What is the Big-O for SQL select?


What is the Big-O for SQL select, for a table with n rows and for which I want to return m result?

And What is the Big-O for an Update, or delete, or Create operation?

I am talking about mysql and sqlite in general.


Solution

  • As you don't control the algorithm selected, there is no way to know directly. However, without indexes a SELECT should be O(n) (a table scan has to inspect every record which means it will scale with the size of the table).

    With an index a SELECT is probably O(log(n)) (although it would depend on the algorithm used for indexing and the properties of the data itself if that holds true for any real table). To determine your results for any table or query you have to resort to profiling real world data to be sure.

    INSERT without indexes should be very quick (close to O(1)) while UPDATE needs to find the records first and so will be slower (slightly) than the SELECT that gets you there.

    INSERT with indexes will probably again be in the ballpark of O(log(n)^2) when the index tree needs to be rebalanced, closer to O(log(n)) otherwise. The same slowdown will occur with an UPDATE if it affects indexed rows, on top of the SELECT costs.

    Edit: O(log(n^2)) = O(2log(n)) = O(log(n)) did you mean O(log(n)^2)?

    All bets are off once you are talking about JOIN in the mix: you will have to profile and use your databases query estimation tools to get a read on it. Also note that if this query is performance critical you should reprofile from time to time as the algorithms used by your query optimizer will change as the data load changes.

    Another thing to keep in mind... big-O doesn't tell you about fixed costs for each transaction.
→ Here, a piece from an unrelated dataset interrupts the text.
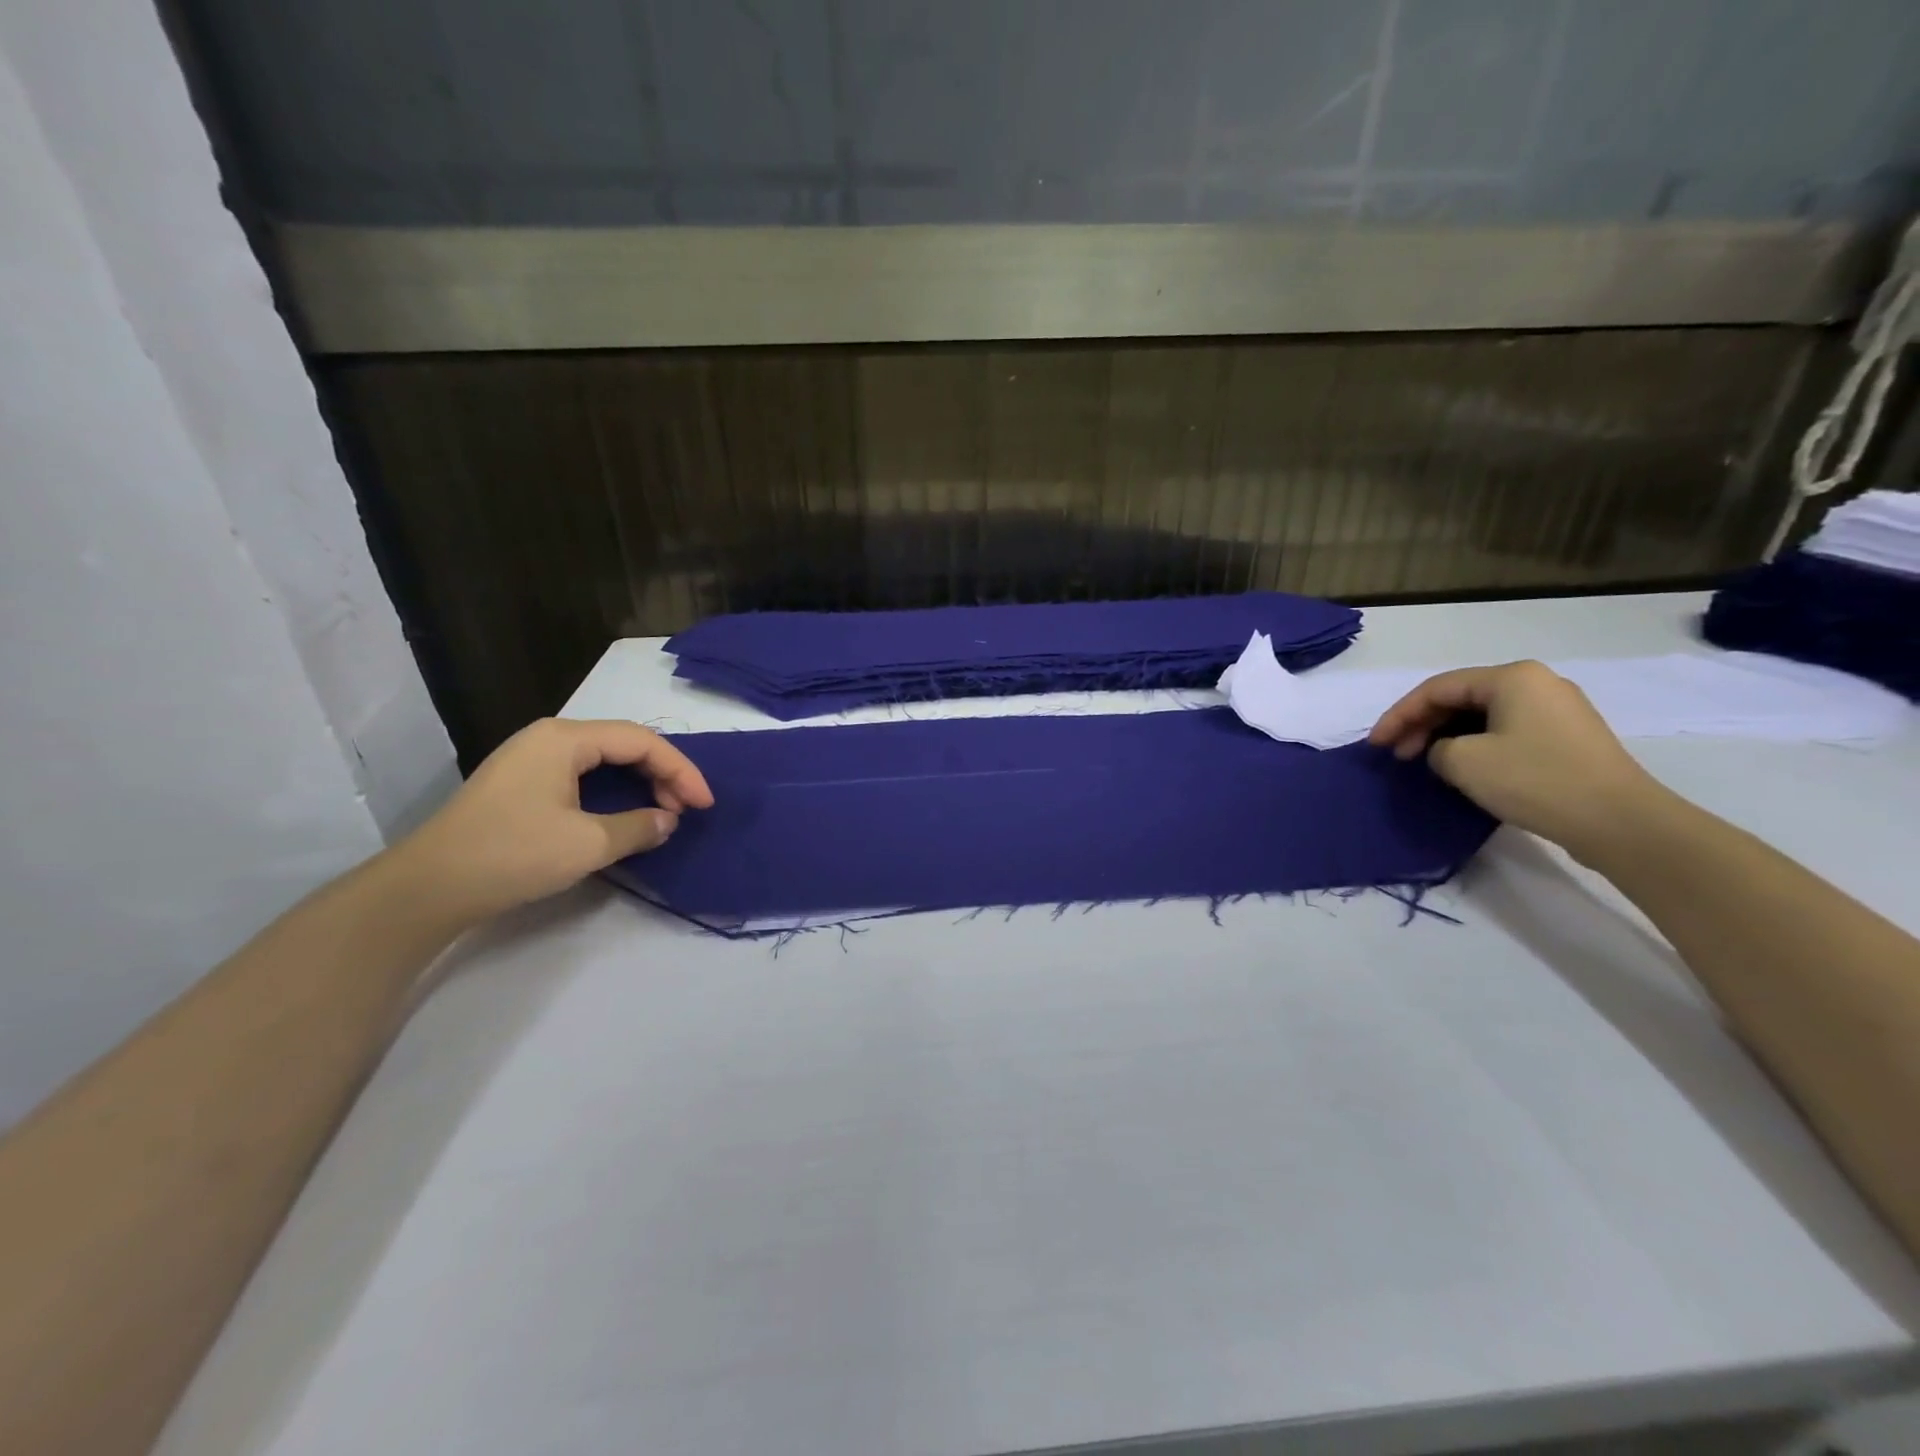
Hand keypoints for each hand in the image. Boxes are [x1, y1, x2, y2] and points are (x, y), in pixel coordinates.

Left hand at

For smaller tables these are probably higher than the actual work costs. As an example: the setup, tear down and communication costs of a cross network query for a single row will surely be more than the lookup of an indexed record in a small table.

    Because of this I found that being able to bundle a group of related queries in one batch can have vastly more impact on performance than any optimization I did to the database proper.